G8 meets to cement Arab Spring transition plan

Group of Eight foreign ministers meet on the sidelines of the UN General Assembly on Tuesday to cement a framework for economic and political aid to Arab governments making a transition to democracy.

The so-called Deauville partnership, which also includes Saudi Arabia, Qatar and Turkey as well as international organizations such the International Monetary Fund, has so far pledged about US$80 billion in financing to Tunisia, Egypt, Morocco and Jordan over the next two years.

The Deauville initiative was set up under France's G8 presidency to help countries swept up in the "Arab Spring" foster democratic reforms by making aid and development credits conditional on political and economic reforms.

"France sees the Arab Spring as auspicious," French Foreign Minister Alain Juppe, who will chair the meeting in New York, said.

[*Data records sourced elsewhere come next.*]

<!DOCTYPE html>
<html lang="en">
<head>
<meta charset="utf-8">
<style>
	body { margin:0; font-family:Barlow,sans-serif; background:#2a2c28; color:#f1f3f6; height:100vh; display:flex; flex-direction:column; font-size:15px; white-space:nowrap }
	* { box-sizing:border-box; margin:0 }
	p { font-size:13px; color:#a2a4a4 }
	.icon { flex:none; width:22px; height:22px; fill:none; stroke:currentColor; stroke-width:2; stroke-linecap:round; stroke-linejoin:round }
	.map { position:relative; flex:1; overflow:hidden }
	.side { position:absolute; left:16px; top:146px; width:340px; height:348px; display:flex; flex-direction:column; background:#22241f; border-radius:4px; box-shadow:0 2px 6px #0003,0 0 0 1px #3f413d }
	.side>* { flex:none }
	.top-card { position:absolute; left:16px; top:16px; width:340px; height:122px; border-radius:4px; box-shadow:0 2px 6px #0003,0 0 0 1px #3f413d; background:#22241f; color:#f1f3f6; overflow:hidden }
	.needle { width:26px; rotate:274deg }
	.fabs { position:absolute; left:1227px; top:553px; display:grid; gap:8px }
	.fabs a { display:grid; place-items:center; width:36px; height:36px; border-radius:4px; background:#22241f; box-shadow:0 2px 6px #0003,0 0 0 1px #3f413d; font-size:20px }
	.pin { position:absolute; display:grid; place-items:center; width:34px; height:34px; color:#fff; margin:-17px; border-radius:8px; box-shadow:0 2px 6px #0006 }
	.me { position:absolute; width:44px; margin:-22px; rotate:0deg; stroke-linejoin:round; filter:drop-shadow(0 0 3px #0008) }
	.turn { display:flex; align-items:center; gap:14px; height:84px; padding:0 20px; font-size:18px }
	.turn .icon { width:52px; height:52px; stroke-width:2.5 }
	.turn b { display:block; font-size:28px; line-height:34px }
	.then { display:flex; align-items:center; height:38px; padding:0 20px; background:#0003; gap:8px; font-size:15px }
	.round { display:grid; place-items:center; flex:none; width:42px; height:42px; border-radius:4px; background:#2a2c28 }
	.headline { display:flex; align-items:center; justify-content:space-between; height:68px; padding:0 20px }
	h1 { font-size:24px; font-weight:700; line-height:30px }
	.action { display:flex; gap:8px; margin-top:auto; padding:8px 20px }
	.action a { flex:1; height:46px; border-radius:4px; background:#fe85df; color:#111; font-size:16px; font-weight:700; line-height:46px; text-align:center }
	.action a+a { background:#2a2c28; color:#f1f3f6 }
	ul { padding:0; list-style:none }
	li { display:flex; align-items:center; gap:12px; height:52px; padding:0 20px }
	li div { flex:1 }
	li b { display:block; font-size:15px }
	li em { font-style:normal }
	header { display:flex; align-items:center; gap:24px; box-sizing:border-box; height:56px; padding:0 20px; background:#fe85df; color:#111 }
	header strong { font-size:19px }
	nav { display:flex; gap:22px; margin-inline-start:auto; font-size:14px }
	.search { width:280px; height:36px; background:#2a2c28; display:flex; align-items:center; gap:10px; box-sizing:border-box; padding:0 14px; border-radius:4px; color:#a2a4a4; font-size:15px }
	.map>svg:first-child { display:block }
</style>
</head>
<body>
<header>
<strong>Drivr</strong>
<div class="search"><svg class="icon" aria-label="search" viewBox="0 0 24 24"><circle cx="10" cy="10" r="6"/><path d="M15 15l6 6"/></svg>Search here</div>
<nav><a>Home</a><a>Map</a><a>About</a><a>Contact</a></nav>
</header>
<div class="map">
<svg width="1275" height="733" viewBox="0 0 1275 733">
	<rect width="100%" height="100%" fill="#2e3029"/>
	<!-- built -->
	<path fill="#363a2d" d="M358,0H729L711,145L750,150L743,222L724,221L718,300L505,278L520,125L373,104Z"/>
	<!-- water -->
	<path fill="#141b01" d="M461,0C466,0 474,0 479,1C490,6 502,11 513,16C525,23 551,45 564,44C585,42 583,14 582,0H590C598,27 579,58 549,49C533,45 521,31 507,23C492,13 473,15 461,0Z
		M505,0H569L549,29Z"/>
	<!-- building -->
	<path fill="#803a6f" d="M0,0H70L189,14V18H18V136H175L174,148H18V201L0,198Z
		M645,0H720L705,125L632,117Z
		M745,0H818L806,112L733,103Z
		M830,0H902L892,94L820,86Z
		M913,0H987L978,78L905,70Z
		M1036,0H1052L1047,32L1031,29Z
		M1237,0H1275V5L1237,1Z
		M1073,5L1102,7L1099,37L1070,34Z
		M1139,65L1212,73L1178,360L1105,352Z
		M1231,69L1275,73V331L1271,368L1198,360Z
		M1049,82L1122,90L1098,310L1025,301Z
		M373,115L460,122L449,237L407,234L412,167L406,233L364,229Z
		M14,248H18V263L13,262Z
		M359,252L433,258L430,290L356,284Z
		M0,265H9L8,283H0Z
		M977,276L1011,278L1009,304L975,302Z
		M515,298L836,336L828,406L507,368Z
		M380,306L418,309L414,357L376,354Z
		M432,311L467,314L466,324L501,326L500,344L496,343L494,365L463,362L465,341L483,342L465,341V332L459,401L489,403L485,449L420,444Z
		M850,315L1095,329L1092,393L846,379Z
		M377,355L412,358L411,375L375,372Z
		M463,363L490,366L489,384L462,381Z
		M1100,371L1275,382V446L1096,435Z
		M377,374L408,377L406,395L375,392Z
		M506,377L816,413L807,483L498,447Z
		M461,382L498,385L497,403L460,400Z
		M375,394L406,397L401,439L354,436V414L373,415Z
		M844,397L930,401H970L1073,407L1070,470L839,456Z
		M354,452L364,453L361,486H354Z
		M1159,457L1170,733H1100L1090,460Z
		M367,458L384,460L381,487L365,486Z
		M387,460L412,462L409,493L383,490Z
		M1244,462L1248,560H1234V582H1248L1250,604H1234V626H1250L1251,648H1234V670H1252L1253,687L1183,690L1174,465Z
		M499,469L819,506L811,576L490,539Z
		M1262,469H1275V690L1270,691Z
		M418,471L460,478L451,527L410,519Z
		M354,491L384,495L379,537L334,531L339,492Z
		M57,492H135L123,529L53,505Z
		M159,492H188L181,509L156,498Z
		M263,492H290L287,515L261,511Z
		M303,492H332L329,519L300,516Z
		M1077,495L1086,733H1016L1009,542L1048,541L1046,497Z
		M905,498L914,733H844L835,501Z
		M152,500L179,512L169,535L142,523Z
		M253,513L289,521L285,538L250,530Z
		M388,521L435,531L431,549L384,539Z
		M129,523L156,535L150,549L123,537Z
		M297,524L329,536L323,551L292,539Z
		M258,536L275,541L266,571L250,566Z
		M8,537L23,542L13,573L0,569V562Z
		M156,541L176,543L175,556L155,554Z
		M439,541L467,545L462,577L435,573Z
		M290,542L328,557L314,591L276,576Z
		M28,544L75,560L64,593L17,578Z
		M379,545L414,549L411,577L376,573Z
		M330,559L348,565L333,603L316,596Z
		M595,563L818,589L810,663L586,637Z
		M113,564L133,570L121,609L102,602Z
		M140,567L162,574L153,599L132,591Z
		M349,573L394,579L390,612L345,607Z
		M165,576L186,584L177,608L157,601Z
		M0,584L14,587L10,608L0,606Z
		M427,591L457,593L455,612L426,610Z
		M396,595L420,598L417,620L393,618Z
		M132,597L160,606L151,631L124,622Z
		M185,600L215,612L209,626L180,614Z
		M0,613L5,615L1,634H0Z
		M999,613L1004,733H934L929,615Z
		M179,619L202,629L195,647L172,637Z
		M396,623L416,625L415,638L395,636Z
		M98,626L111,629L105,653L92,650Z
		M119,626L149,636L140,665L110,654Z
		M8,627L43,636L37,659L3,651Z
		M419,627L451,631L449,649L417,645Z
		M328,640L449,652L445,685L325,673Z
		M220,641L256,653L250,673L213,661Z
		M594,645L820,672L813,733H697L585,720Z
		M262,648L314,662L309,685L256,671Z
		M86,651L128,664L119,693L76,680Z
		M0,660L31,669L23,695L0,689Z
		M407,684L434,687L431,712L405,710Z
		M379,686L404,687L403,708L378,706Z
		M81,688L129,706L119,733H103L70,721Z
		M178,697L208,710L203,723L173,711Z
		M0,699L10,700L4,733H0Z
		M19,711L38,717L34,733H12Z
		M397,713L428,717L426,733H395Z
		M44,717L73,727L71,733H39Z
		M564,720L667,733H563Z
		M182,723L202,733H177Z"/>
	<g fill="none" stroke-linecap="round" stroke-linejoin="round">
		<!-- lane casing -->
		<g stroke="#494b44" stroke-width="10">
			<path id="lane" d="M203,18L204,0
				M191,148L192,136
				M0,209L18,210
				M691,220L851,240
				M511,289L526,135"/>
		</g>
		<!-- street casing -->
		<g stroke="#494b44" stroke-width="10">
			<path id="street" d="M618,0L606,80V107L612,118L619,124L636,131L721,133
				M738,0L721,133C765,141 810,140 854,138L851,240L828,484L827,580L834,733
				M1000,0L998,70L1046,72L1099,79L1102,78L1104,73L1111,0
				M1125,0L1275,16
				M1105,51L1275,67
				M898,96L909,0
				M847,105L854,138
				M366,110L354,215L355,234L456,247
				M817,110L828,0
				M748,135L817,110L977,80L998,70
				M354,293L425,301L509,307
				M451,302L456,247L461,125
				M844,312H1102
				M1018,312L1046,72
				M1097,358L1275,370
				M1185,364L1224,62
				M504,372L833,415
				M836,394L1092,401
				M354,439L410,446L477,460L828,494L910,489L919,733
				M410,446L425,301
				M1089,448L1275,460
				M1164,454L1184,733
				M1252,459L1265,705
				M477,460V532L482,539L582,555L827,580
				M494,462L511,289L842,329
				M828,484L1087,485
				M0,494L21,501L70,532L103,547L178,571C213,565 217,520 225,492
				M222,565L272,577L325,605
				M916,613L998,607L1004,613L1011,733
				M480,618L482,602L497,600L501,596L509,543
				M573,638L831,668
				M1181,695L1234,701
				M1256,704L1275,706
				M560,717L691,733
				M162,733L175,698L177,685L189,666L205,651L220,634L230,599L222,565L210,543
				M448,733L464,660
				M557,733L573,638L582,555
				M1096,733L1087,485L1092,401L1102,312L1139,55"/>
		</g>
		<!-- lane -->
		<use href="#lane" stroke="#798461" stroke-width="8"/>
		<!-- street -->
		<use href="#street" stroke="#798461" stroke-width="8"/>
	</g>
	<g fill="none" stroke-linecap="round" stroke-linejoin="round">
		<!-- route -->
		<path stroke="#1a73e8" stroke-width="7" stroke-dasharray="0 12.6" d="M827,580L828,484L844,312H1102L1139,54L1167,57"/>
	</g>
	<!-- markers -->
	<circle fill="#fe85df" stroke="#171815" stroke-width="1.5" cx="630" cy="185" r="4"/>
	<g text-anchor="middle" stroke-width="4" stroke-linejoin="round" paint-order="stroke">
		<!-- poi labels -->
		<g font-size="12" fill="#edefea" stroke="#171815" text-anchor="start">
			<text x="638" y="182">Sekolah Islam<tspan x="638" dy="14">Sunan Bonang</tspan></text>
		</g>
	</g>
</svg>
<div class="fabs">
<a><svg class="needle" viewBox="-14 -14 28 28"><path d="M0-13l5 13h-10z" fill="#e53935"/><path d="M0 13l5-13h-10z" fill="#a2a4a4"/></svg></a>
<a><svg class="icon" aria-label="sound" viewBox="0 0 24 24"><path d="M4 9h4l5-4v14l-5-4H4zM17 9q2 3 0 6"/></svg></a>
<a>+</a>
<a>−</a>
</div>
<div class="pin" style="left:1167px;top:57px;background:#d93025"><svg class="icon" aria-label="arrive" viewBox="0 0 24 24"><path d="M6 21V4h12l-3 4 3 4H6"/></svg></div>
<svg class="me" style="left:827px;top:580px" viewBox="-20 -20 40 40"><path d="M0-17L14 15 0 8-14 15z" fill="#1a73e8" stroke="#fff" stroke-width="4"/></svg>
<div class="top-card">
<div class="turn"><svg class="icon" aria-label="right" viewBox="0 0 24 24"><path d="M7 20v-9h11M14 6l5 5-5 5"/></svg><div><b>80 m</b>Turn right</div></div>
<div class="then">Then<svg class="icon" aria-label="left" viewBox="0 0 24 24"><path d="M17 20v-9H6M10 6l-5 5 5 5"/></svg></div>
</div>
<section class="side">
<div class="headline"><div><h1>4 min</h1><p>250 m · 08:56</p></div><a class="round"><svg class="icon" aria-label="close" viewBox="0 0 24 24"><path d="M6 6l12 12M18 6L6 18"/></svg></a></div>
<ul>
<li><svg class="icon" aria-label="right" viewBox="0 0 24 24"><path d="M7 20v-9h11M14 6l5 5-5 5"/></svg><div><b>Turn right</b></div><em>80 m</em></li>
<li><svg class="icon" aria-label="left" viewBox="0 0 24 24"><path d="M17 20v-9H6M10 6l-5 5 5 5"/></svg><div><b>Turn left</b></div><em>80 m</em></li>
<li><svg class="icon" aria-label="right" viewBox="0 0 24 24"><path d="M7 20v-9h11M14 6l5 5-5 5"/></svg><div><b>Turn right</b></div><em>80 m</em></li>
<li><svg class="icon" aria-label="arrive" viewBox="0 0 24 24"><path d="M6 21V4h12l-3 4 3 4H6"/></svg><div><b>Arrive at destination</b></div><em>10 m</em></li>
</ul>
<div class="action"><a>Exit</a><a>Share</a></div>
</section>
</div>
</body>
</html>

"It offers tremendous hope for democracy, rule of law, stability, peace and a better future, but it also harbors risks. … If reform is too long in coming then there is the threat of extremism."

Libya has now also been brought into the partnership, although it will not benefit from financial assistance for now after some of the country's frozen assets were unblocked.

Juppe said the meeting will formally put in place the help program before the next meeting in Kuwait in November.

"The partnership comprises two pillars — economic and political — and will promote governance, (fighting) youth unemployment and the participation of women," he said.

International financial institutions have warned of the challenges faced by Arab Spring countries trying to tap external finance while faced with high risk perceptions and social and financial strains at home.

Officials have called for enhanced access to developed country markets for North African and Middle Eastern products and labor to avoid aid dependency and help build up the private sector.

Juppe said the Deauville program would be enduring and aim to include as much of the international community as possible. Progress would be monitored on a regular basis by G8 foreign and finance ministers.

"There is no single way to succeed with the transitions underway," he said. "Every country is a special case with its own path to map out."